Pourtant, en dépit de ces qualités, il n’est pas étonnant de constater que ce remake ait été, au contraire de son prédécesseur, oublié: si A travers l’orage version King est une perfection d’équilibre et de finition, il est également dénué de tout génie. Or celui de Griffith, secondé par Billy Bitzer à son sommet, fut un grand pourvoyeur d’images puissantes et sublimes donc inoubliables. Et évidemment, la gentille Rochelle Hudson ne fait pas le poids face à Lilian Gish, personnification de la mater dolorosa la plus incandescente de l’histoire du septième art.

Tom Sawyer (William Desmond Taylor, 1916)

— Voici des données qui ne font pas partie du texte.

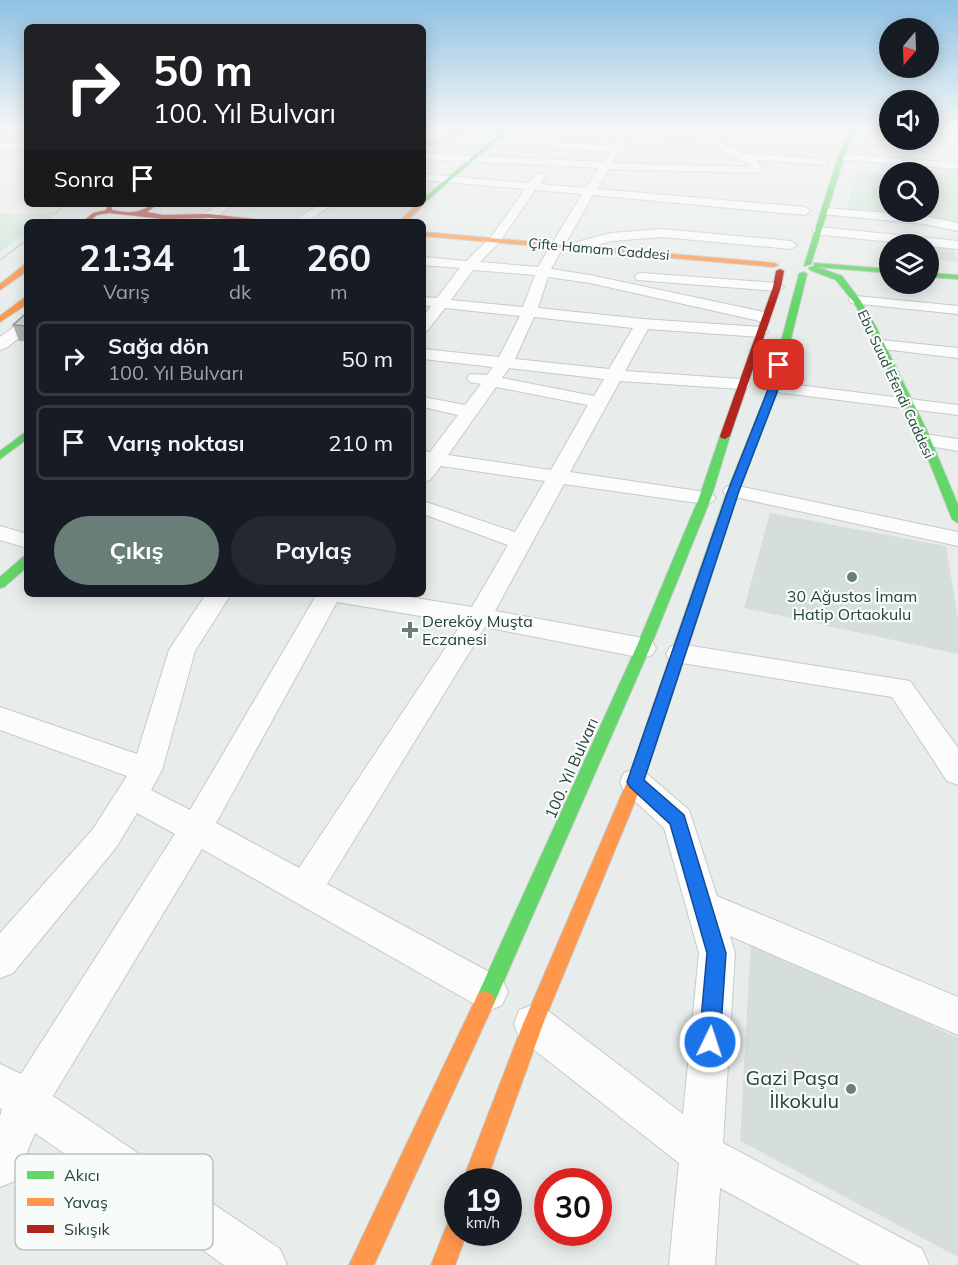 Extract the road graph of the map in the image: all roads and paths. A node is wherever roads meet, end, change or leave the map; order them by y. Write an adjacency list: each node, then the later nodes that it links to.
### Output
1 (439, 188): 7 (main road)
2 (531, 188): 28 (street)
3 (556, 188): 6 (street)
4 (593, 188): 6 (street)
5 (833, 188): 15 (main road, 100. Yıl Bulvarı)
6 (591, 191): 8 (street); 29 (street)
7 (426, 199)
8 (807, 206): 30 (main road, 100. Yıl Bulvarı)
9 (111, 207): 18 (main road); 19 (main road)
10 (153, 207): 18 (main road)
11 (223, 207): 17 (street)
12 (323, 207): 21 (street)
13 (336, 207): 22 (street)
14 (418, 207): 23 (main road)
15 (826, 212): 24 (street); 26 (main road, 100. Yıl Bulvarı)
16 (168, 216): 17 (main road); 18 (main road)
17 (209, 216): 20 (main road)
18 (135, 217)
19 (89, 219)
20 (243, 219)
21 (303, 219)
22 (323, 219)
23 (405, 219)
24 (937, 223): 25 (street); 31 (street)
25 (958, 227)
26 (819, 231): 31 (street); 35 (main road, 100. Yıl Bulvarı)
27 (426, 234): 28 (main road, Çifte Hamam Caddesi)
28 (495, 240): 29 (main road, Çifte Hamam Caddesi); 34 (street)
29 (557, 244): 32 (main road, Çifte Hamam Caddesi); 38 (street)
30 (791, 244): 32 (street); 35 (main road, 100. Yıl Bulvarı)
31 (958, 245)
32 (578, 246): 35 (main road, Çifte Hamam Caddesi)
33 (426, 261): 34 (street)
34 (470, 265): 38 (street); 45 (street)
35 (794, 266): 37 (main road, Çifte Hamam Caddesi); 41 (main road, 100. Yıl Bulvarı); 43 (main road, Ebu Suud Efendi Caddesi); 63 (main road, 100. Yıl Bulvarı)
36 (24, 269): 42 (main road)
37 (879, 270)
38 (543, 272): 41 (street); 47 (street); 51 (street)
39 (939, 276): 40 (main road)
40 (958, 277)
41 (777, 287): 51 (main road, 100. Yıl Bulvarı)
42 (0, 288)
43 (856, 300): 46 (street); 53 (main road, Ebu Suud Efendi Caddesi)
44 (24, 302): 49 (main road)
45 (432, 302): 47 (street); 48 (street)
46 (958, 310)
47 (529, 312): 50 (street); 58 (street)
48 (426, 319)
49 (0, 320)
50 (643, 324): 51 (street); 60 (street)
51 (762, 324): 62 (main road, 100. Yıl Bulvarı)
52 (24, 327): 54 (street)
53 (881, 345): 56 (street); 66 (main road, Ebu Suud Efendi Caddesi)
54 (0, 347): 55 (street)
55 (18, 350)
56 (958, 353)
57 (426, 354): 58 (street)
58 (503, 364): 60 (street); 61 (street)
59 (426, 369): 61 (street)
60 (614, 375): 62 (street); 64 (street)
61 (491, 381): 64 (street); 68 (street)
62 (741, 384): 76 (main road, 100. Yıl Bulvarı)
63 (774, 387): 66 (street); 75 (main road, 100. Yıl Bulvarı)
64 (599, 402): 74 (street)
65 (426, 403): 68 (street)
66 (909, 405): 67 (street); 70 (main road, Ebu Suud Efendi Caddesi)
67 (958, 410)
68 (470, 412): 73 (street)
69 (24, 436): 72 (main road)
70 (924, 440): 71 (street); 78 (main road, Ebu Suud Efendi Caddesi)
71 (958, 445)
72 (0, 456)
73 (430, 458): 74 (street)
74 (557, 477): 76 (street); 82 (street)
75 (733, 491): 80 (street); 90 (main road, 100. Yıl Bulvarı)
76 (705, 498): 89 (main road, 100. Yıl Bulvarı)
77 (426, 508): 82 (street)
78 (958, 519)
79 (0, 533): 81 (street)
80 (958, 539)
81 (24, 540)
82 (521, 542): 88 (street)
83 (24, 563): 84 (main road)
84 (0, 584)
85 (217, 597): 94 (street)
86 (327, 597): 95 (street)
87 (356, 597): 88 (street)
88 (479, 617): 89 (street); 96 (street)
89 (643, 648): 99 (main road, 100. Yıl Bulvarı)
90 (679, 654): 92 (street); 93 (main road, 100. Yıl Bulvarı)
91 (0, 718): 94 (street)
92 (958, 772)
93 (635, 782): 97 (street); 101 (main road, 100. Yıl Bulvarı)
94 (140, 783): 95 (street); 98 (street)
95 (196, 829): 96 (street); 102 (street)
96 (305, 888): 99 (street)
97 (703, 907): 100 (street); 104 (street)
98 (0, 960)
99 (489, 992): 110 (main road, 100. Yıl Bulvarı)
100 (958, 1016)
101 (533, 1024): 104 (street); 106 (main road, 100. Yıl Bulvarı)
102 (14, 1092): 103 (street); 105 (street)
103 (104, 1154)
104 (701, 1154): 112 (street); 113 (street)
105 (0, 1167)
106 (479, 1168)
107 (213, 1230): 109 (street)
108 (450, 1246): 111 (main road)
109 (264, 1265)
110 (361, 1265)
111 (443, 1265)
112 (692, 1265)
113 (906, 1265)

Dans un village au bord du Mississipi, un gamin fait les quatre cent coups.

Jack Pickford, 20 ans, est beaucoup trop âgé pour le rôle éponyme mais le décor naturel de la campagne américaine donne une certaine fraîcheur à cette adaptation d’un roman dont les péripéties les plus dramatiques ont été escamotées (elles furent traitées dans une suite sortie l’année suivante). En résulte une chronique sympathique mais dépourvue d’unité forte.

Le lourdaud (The clodhopper, Victor Schertzinger, 1917)

Le fils d’un banquier agricole se dispute avec son père trop sévère et s’en va tenter sa chance à Broadway…

Sobriété robuste des acteurs (Charles Ray est lumineux), simplicité directe du découpage, brio des éclairages, présence des décors naturels, bref le merveilleux classicisme de la facture Triangle insuffle une belle fraîcheur à la première partie qui est une tranche d’americana que n’aurait pas reniée Henry King. Quoique le poncif dramatique qui la sous-tende soit assez envahissant, la suite qui met aux prises le fils enrichi avec son père victime de faillite est menée avec habileté: les conventions sont digérées par une mise en scène réaliste et précise qui dédaigne toute sorte d’excès. Bon petit film.

The country doctor (Henry King, 1936)

Dans une région reculée du Canada, un médecin de campagne lutte contre la diphtérie, tente d’obtenir des crédits pour un hôpital et met au monde des quintuplés.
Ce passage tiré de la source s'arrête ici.